For those in a hurry a sewing needle or straight pin pushed with pliers is much faster at locating studs than a drill bit and the holes need no filling except for paint if at all.


----------



## oh'mike (Sep 18, 2009)

rjniles said:


> Mike, is that the Franklin 710? Seems to have very good reviews.


 I don't remember the number---I bought one last year and my assistant kept sticking it into his tool box--last week I bought another one for my truck.

Cost a little more than $35.00 at the local Menards.

Once you use one you will never be happy with the old style stud finder.


----------



## joecaption (Nov 30, 2011)

http://www.homedepot.com/p/C-H-Hans...2_TzqAeMO9lvJpxdMMNR2xoCJ1Pw_wcB&gclsrc=aw.ds


----------



## Msradell (Sep 1, 2011)

I've got this one: http://www.homedepot.com/p/Zircon-M...p-Multi-Function-Wall-Scanner-66230/205224990 and I found it will work quite well through plaster and wood lathe. It also does quite well at detecting live electrical wires within the walls.


----------



## FrodoOne (Mar 4, 2016)

rjniles said:


> What is the best you have found. Anything that will work through plaster and wood lath? Would like to keep under $50.


The best "Stud Finder" that I have ever found is the "Franklin ProSensor 710"
(Interestingly, it does not seem to be affected by "false readings" from power cables etc.)
While I have never had the need to use mine on a "lath and plaster" construction, I would envisage that, if you used it vertically, it would show every lath and in the horizontal direction it would show every stud.

Interestingly, on http://slickdeals.net/f/7024596-pro...r-at-costco-35-renamed-franklin-prosensor-710 there are "instructions for the "Profinder 5000" which appears to be the same device.

Therein it states: -

"Lath and Plaster
Irregularities in plaster thickness and variations in construction materials can make it difficult to locate studs behind lath and plaster walls. Also, if the plaster has a mesh reinforcement, the stud finder may not be able to detect through the metal mesh. Although many users have success with the ProFinder 5000 on lath and plaster walls, there is no guarantee the ProFinder 5000 will work on all lath and plaster walls."

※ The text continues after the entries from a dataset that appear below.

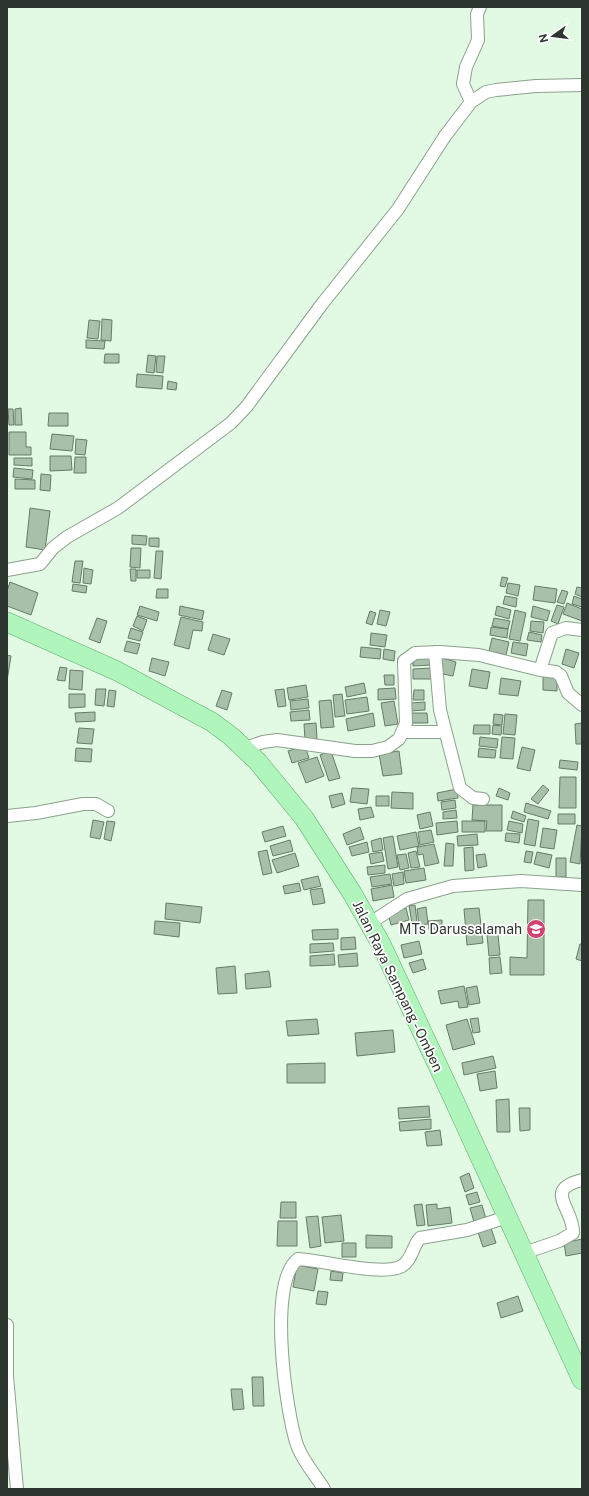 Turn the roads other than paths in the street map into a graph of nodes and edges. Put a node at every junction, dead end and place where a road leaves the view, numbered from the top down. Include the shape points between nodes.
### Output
1 (480, 7) edge
2 (582, 85) edge
3 (471, 102) junction
4 (7, 570) edge
5 (7, 622) edge
6 (582, 630) edge
7 (435, 652) junction
8 (540, 670) junction
9 (582, 705) edge
10 (402, 732) junction
11 (444, 732) junction
12 (245, 748) junction
13 (483, 799) dead end
14 (108, 812) dead end
15 (7, 816) edge
16 (582, 885) edge
17 (370, 923) junction
18 (582, 1180) edge
19 (506, 1217) junction
20 (524, 1253) junction
21 (7, 1325) edge
22 (582, 1380) edge
23 (17, 1489) edge
24 (324, 1489) edge

1 - 3 street via 477,14 478,40 466,67 463,84
2 - 3 street via 496,90 486,92
3 - 4 street via 445,136 398,209 322,304 247,406 231,423 118,508 67,537 53,548 40,564
5 - 12 main road, Jalan Raya Sampang - Omben via 117,671 190,709
6 - 8 street via 566,628 552,633
7 - 8 street via 479,655
7 - 10 street via 415,653 404,661 406,723
7 - 11 street
8 - 9 street via 556,672 561,676 568,693
10 - 11 street
10 - 12 street via 400,739 388,747 372,751 277,740
11 - 13 street via 460,788 473,798
12 - 17 main road, Jalan Raya Sampang - Omben via 271,775 304,818
14 - 15 street via 96,804 83,804
16 - 17 street via 521,881 453,886 407,899
17 - 19 main road, Jalan Raya Sampang - Omben via 454,1098
18 - 20 street via 569,1184 562,1192 573,1233 559,1241
19 - 20 main road, Jalan Raya Sampang - Omben
19 - 24 street via 467,1230 420,1238 407,1261 403,1266 396,1268 362,1268 298,1259 293,1262 283,1299 280,1332 287,1400 297,1445 306,1464
20 - 22 main road, Jalan Raya Sampang - Omben
21 - 23 street via 7,1376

At $35, you could "give it a try" and let us all know how you go!


----------



## christoff (Feb 26, 2008)

I have a Franklin and it's fantastic. I have had many others and they don't compare to the franklin.


----------



## Oso954 (Jun 23, 2012)

Best one I ever used, wish I could find one today.


----------



## Yodaman (Mar 9, 2015)

Just yesterday I needed to find the rafters behind 5/8 drywall in a cathedral ceiling.
With this telescoping magnet I was easily able to pick up 2 dozen drywall screws in just a few minutes. 
If I were ever in the market for a actual detector I would want one with a magnet as means of detection


----------



## deverson (Sep 17, 2012)

I can't use those things. Whenever I get close to them they start lighting up and making noise😏.


----------



## paintdrying (Jul 13, 2012)

I have all but given up on stud finders. I will order a franklin just to see. All the big box ones will give to many false readings to make them worst while. I spend a good part of the day finding studs for handrails and grab bars. 
This last bathroom was completely tiled and I was having no luck at all. I drilled a hole in the tile and fed a wire inside the wall to find the stud. Then just installed a towel rack over the hole.


----------



## Fixif (Jul 13, 2016)

This Magnetic Stud Finder hasn't failed me once yet. It finds metal studs easily, just as nails in wooden studs. The only thing is that you can't use it on a popcorn ceiling (if you place a cardboard between the ceiling and the stud finder).


----------